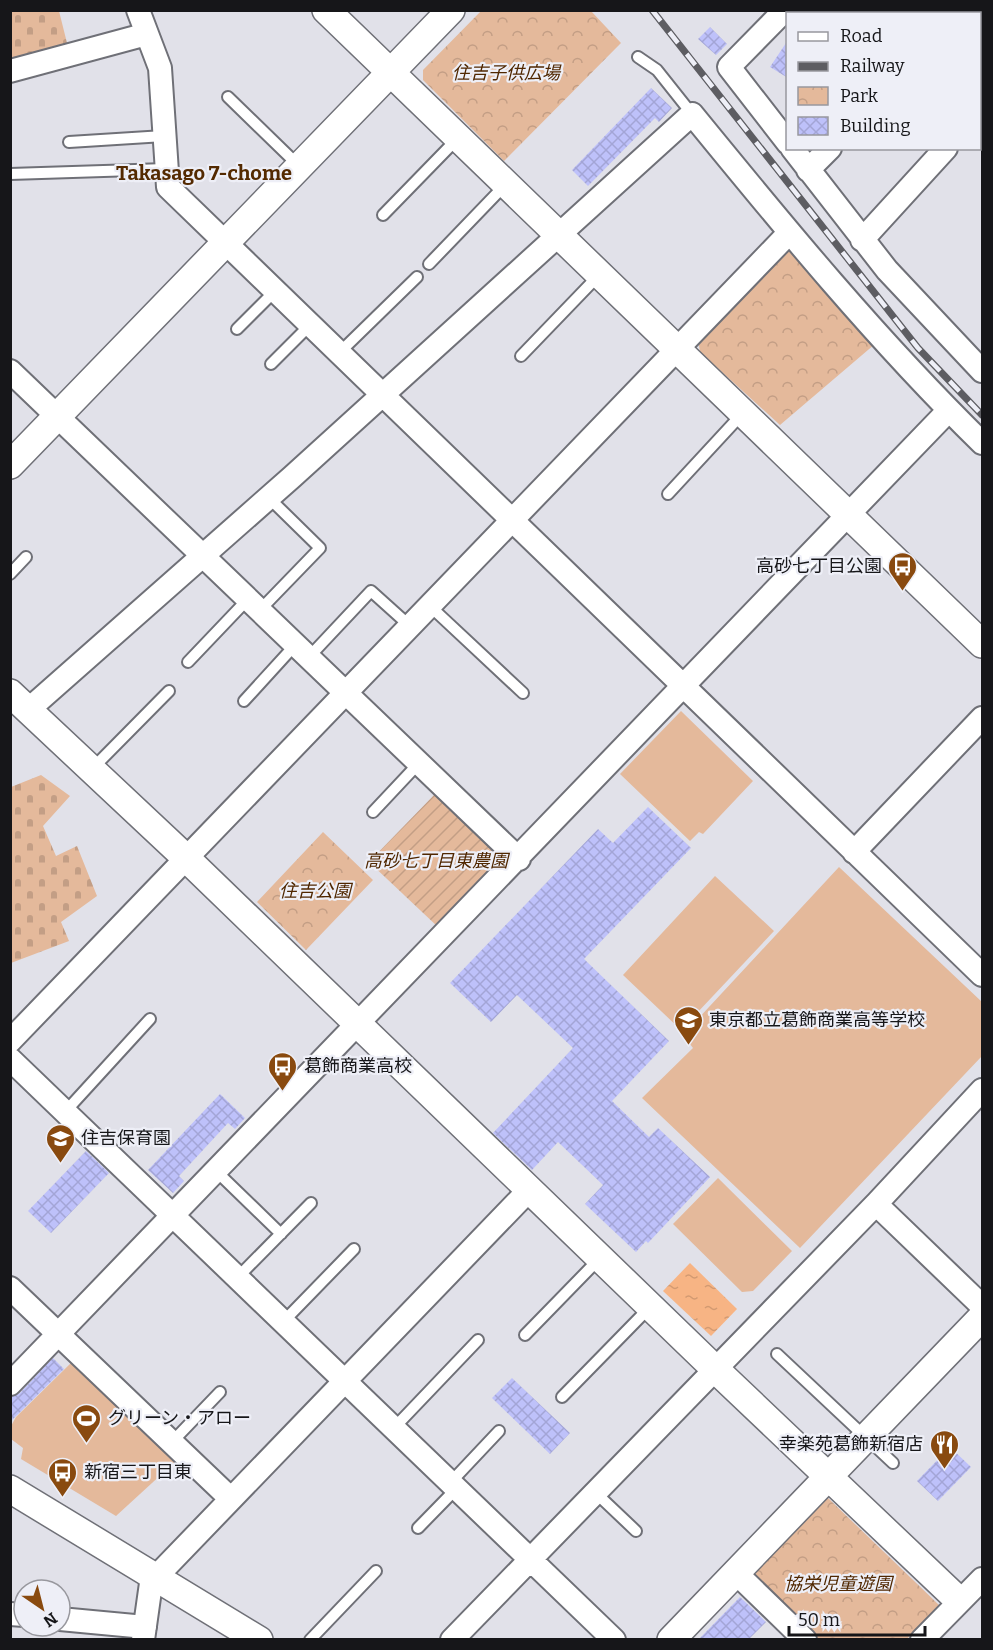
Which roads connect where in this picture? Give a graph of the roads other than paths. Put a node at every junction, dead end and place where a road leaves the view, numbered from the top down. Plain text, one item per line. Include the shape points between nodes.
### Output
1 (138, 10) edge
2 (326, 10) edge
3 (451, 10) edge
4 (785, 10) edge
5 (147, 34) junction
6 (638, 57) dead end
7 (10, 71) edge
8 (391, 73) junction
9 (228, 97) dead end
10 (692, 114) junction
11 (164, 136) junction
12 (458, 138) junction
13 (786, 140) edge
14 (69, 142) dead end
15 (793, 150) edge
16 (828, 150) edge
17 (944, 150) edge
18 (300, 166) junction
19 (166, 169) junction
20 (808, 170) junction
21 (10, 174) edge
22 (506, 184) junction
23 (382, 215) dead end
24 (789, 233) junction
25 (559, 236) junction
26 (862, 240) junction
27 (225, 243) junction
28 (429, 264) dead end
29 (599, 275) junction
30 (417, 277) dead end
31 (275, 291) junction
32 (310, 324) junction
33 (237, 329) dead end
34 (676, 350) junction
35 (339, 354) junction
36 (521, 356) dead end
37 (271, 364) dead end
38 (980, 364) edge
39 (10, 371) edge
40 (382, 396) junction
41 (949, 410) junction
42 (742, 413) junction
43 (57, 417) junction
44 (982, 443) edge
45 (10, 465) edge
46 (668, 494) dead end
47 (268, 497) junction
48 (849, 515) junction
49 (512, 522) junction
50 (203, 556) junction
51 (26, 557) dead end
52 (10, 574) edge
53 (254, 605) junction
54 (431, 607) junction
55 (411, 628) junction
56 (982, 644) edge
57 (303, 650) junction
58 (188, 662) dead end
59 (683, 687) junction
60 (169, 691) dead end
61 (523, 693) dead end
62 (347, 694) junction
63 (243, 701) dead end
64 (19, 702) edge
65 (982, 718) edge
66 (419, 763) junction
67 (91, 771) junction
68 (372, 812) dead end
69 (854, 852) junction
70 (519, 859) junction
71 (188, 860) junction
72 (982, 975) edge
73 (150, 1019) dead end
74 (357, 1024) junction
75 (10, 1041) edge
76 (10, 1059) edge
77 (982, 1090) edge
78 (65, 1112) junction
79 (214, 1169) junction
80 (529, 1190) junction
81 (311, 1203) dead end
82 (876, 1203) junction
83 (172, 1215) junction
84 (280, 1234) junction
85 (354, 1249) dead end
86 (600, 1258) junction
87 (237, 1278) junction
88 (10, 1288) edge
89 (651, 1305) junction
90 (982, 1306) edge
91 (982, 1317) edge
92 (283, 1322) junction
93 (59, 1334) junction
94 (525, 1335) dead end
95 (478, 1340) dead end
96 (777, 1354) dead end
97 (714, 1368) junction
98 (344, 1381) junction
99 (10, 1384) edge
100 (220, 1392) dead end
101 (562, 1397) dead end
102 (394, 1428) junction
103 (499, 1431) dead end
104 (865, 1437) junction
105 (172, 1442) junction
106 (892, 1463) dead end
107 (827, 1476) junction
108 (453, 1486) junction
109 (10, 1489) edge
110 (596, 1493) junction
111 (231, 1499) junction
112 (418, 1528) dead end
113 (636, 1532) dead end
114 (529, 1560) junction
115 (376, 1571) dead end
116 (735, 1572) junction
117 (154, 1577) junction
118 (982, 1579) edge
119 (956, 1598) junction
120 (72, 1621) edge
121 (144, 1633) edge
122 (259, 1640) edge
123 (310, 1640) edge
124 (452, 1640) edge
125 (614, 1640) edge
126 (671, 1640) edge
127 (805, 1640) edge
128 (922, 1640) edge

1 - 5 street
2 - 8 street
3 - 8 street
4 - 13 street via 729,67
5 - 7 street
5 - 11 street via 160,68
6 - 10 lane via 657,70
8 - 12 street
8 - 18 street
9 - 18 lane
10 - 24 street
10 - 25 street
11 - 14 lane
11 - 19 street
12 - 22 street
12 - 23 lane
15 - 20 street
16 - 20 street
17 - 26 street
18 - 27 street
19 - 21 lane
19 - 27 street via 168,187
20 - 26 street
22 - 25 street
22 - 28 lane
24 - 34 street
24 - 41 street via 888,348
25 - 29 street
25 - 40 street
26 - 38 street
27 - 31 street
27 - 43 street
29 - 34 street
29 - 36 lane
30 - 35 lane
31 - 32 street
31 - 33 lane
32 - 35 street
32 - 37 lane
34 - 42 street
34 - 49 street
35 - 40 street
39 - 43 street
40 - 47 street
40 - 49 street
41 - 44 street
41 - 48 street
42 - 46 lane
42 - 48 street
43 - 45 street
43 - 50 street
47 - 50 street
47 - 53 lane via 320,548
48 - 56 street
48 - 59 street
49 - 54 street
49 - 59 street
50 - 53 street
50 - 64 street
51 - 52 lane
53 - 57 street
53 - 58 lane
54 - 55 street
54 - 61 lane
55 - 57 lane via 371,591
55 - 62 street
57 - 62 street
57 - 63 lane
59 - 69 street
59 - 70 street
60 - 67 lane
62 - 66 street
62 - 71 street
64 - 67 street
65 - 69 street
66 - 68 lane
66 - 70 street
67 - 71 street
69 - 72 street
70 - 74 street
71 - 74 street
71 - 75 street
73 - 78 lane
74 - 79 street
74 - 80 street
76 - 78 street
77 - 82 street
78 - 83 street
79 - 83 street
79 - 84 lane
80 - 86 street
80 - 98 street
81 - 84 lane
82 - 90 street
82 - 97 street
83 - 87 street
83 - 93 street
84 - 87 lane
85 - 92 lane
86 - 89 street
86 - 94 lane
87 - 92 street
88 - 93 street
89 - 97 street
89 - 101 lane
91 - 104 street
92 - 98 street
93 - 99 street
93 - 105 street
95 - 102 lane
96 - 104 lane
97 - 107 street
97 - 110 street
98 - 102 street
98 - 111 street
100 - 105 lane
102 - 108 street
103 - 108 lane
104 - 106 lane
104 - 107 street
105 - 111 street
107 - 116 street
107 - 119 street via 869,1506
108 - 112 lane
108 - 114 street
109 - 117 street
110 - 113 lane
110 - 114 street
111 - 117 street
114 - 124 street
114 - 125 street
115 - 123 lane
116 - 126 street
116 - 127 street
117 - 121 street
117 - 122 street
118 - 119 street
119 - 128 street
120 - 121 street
═══
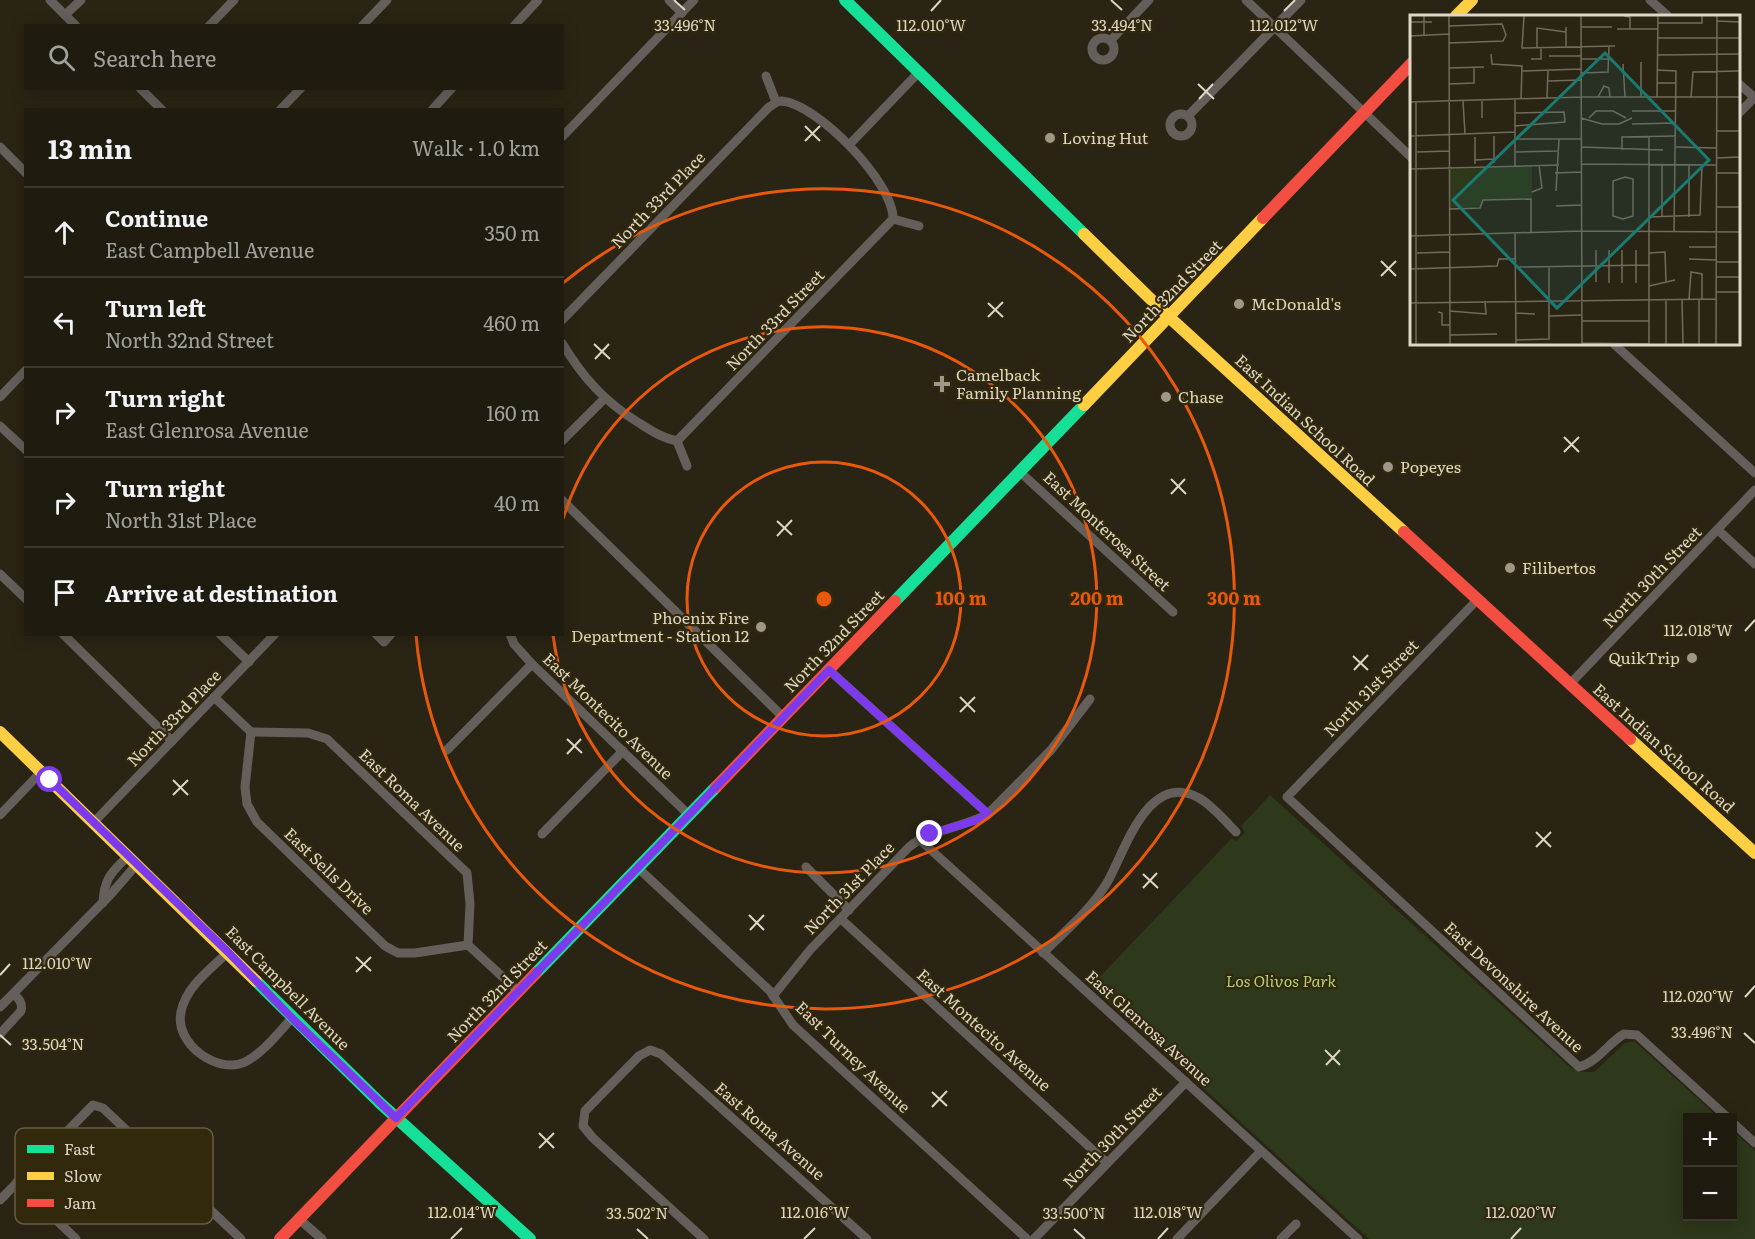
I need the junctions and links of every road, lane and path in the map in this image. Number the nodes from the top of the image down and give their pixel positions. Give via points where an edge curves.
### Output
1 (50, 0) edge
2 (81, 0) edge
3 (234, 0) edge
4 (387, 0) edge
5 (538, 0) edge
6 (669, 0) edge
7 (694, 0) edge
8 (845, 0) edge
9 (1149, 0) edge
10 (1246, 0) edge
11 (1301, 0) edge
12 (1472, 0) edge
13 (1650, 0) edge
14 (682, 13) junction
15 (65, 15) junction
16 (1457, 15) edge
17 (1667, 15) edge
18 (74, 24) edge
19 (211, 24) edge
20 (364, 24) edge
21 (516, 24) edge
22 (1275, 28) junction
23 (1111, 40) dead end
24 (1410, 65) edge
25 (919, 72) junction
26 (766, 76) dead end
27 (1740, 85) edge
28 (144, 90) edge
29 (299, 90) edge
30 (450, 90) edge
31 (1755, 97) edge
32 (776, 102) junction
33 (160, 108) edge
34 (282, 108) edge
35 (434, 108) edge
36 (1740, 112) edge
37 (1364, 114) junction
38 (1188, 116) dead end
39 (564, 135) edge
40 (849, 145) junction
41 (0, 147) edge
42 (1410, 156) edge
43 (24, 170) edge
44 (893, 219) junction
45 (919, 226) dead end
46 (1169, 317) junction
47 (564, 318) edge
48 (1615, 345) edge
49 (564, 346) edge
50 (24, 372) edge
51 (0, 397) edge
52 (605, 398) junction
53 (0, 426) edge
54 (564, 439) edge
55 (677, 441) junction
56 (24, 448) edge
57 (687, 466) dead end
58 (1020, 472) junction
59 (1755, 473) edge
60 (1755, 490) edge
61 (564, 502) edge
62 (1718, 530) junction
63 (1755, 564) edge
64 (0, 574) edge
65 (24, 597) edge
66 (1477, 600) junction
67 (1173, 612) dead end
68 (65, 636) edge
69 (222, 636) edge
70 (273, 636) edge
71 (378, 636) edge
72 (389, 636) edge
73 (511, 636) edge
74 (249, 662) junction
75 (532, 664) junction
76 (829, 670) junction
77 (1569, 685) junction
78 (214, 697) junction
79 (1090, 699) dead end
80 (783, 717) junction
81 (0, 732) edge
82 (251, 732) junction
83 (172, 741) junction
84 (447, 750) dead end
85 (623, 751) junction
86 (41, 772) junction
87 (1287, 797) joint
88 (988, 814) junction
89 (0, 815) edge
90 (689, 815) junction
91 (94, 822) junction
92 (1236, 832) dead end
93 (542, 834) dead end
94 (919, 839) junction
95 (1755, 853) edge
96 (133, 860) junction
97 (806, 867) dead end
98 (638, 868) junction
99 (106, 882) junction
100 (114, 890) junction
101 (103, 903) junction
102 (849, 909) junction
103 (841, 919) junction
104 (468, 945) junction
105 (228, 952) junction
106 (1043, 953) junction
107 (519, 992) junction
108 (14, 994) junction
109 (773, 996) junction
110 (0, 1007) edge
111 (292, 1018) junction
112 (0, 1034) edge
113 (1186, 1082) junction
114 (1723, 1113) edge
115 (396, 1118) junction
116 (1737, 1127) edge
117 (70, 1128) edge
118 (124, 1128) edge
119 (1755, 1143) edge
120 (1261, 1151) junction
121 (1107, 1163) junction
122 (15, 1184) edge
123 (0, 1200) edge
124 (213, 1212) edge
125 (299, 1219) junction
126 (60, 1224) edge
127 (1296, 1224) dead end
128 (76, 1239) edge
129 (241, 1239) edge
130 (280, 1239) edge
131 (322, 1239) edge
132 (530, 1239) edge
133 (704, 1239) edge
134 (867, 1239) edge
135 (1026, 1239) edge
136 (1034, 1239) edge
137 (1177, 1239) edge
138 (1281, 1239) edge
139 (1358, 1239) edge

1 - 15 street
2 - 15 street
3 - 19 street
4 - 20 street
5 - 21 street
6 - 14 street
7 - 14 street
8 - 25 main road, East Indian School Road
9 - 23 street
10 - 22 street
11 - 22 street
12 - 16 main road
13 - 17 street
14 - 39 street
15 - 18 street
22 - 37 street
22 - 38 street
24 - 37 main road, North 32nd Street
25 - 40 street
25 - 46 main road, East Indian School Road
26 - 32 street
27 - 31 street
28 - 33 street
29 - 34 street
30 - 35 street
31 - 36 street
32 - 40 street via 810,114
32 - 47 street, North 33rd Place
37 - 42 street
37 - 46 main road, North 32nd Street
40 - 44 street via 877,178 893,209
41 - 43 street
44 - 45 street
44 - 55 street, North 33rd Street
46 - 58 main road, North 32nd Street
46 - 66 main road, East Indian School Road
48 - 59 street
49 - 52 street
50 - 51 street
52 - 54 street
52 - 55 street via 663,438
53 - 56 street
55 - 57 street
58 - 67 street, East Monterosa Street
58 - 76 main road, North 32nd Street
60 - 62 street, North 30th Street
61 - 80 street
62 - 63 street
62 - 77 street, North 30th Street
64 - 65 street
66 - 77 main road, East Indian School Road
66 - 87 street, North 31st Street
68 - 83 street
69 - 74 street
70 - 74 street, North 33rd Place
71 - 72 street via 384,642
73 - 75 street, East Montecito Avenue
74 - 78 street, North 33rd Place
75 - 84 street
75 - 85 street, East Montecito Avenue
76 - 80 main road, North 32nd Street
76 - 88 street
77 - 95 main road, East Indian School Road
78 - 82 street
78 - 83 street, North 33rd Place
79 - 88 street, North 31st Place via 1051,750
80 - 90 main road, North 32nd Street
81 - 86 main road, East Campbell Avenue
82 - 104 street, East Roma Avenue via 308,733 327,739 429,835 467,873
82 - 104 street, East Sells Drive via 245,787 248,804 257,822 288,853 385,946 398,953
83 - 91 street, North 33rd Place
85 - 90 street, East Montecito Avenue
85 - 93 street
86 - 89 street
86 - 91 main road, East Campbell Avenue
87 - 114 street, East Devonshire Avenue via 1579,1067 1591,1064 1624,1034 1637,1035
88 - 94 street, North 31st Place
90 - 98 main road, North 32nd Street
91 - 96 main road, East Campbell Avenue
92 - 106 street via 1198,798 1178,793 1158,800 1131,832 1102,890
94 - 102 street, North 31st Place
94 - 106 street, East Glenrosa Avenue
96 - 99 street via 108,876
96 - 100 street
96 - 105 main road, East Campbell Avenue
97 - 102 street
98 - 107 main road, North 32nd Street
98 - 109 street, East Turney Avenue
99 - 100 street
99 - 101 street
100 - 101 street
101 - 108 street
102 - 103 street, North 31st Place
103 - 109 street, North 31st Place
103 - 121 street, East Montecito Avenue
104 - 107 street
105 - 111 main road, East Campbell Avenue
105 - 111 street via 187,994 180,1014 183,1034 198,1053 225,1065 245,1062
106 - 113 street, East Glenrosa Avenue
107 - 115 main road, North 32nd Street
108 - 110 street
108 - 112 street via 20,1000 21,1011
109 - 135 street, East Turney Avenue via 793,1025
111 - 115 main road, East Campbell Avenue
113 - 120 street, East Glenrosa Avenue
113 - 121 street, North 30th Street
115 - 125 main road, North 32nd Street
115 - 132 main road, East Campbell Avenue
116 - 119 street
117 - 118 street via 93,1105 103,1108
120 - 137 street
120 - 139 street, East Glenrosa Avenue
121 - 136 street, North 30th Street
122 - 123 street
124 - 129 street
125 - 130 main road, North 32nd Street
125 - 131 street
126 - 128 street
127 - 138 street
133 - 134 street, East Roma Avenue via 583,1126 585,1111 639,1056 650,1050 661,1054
═══
Locate the word "Roma" in the data above. Copy every line carrying it.

### [Response to this exercise]
82 - 104 street, East Roma Avenue via 308,733 327,739 429,835 467,873
133 - 134 street, East Roma Avenue via 583,1126 585,1111 639,1056 650,1050 661,1054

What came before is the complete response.